## Exercise prompt
Provide the records once more, identical to the original.

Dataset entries

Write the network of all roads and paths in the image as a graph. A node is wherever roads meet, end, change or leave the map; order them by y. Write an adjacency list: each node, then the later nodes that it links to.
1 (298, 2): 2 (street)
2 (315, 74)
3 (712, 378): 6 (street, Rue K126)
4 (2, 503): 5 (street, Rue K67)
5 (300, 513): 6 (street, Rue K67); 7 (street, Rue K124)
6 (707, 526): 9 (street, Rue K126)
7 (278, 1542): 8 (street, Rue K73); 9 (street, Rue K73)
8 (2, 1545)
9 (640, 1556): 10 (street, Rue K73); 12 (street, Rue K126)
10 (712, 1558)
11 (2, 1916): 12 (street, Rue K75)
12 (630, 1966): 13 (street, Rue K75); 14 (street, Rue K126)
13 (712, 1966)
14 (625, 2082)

## Result
Write the network of all roads and paths in the image as a graph. A node is wherever roads meet, end, change or leave the map; order them by y. Write an adjacency list: each node, then the later nodes that it links to.
1 (298, 2): 2 (street)
2 (315, 74)
3 (712, 378): 6 (street, Rue K126)
4 (2, 503): 5 (street, Rue K67)
5 (300, 513): 6 (street, Rue K67); 7 (street, Rue K124)
6 (707, 526): 9 (street, Rue K126)
7 (278, 1542): 8 (street, Rue K73); 9 (street, Rue K73)
8 (2, 1545)
9 (640, 1556): 10 (street, Rue K73); 12 (street, Rue K126)
10 (712, 1558)
11 (2, 1916): 12 (street, Rue K75)
12 (630, 1966): 13 (street, Rue K75); 14 (street, Rue K126)
13 (712, 1966)
14 (625, 2082)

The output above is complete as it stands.